In the wake of the shooting in Newtown, Conn., Walton County Superintendent Carlene Anderson wants to send the message that, like always, the safety of students is the district’s top priority.

“Your child’s safety is the first priority of the Walton County School District,” Anderson relayed her message to parents. 

Van R. Butler Principal Tammy Smith echoed Anderson’s message.

“The staff of Butler Elementary School joins the nation in mourning the tragic loss of life,” Smith said. “We are currently reviewing safety procedures … to determine what additional security measures must be implemented immediately, short-term, and long-term. Student safety is our top priority.”

After the tragic incident at Sandy Hook Elementary, Anderson’s first step was to send that message via phone to parents and administrators to reassure them that the school district would be making a plan for increased safety at schools throughout the county.

“We are not ignoring this, we are not complacent about this, but we are not over-reacting on this,” said Anderson.

The superintendent formed a task force to address the school district’s safety plan.
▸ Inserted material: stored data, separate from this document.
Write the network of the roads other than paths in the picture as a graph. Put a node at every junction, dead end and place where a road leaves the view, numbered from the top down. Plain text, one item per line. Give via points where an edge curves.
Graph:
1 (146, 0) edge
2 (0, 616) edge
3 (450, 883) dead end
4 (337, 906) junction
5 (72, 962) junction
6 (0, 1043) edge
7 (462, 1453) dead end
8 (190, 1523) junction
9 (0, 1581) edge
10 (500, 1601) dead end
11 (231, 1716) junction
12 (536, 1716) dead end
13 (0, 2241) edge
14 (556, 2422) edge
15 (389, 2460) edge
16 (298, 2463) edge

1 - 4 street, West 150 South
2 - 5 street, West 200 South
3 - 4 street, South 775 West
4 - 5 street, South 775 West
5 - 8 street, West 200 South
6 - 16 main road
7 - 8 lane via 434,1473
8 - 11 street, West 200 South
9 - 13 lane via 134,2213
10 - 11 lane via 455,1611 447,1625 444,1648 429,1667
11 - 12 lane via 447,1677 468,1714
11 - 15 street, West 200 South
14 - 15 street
“I tasked them with short-term needs and long-term needs,” Anderson said. As well as, “What do we need to do right this minute?”

One of those immediate needs was beefing up security at county elementary schools.

“The Sheriff and I talked and we did put SRDs (school resource deputies) in schools until winter break,” said Anderson. “We know that’s one thing we’ve got to have.”

According to Wendy Ammons with Walton County Sheriff’s Office, this is almost doubling the SRD manpower.

“In response to the tragedy this past Friday, the Sheriff placed deputies at all elementary schools also which added six deputies to the SRD program,” said Ammons. Previously, eight deputies and one supervisor were a part of the program; one deputy was placed at each high school, middle school, and at the Walton Academy.

Anderson is confident that otherwise, preparation has been key to successfully protecting students. Monthly drills have been helpful in preparing teachers and administrators in emergencies from intruders to chemical spills to hurricanes.

“We have been working on safe schools for a long time and we are heightening our awareness,” she said.

Going forward, Anderson and the school board will be working to find room in the school budget to increase safety and security on a more permanent basis.

“I said to the board last night … ‘You know we’d like to have SRDs. We’ve got to put the money there,’ ” she said Wednesday. “You can’t put a price on the life of a child.”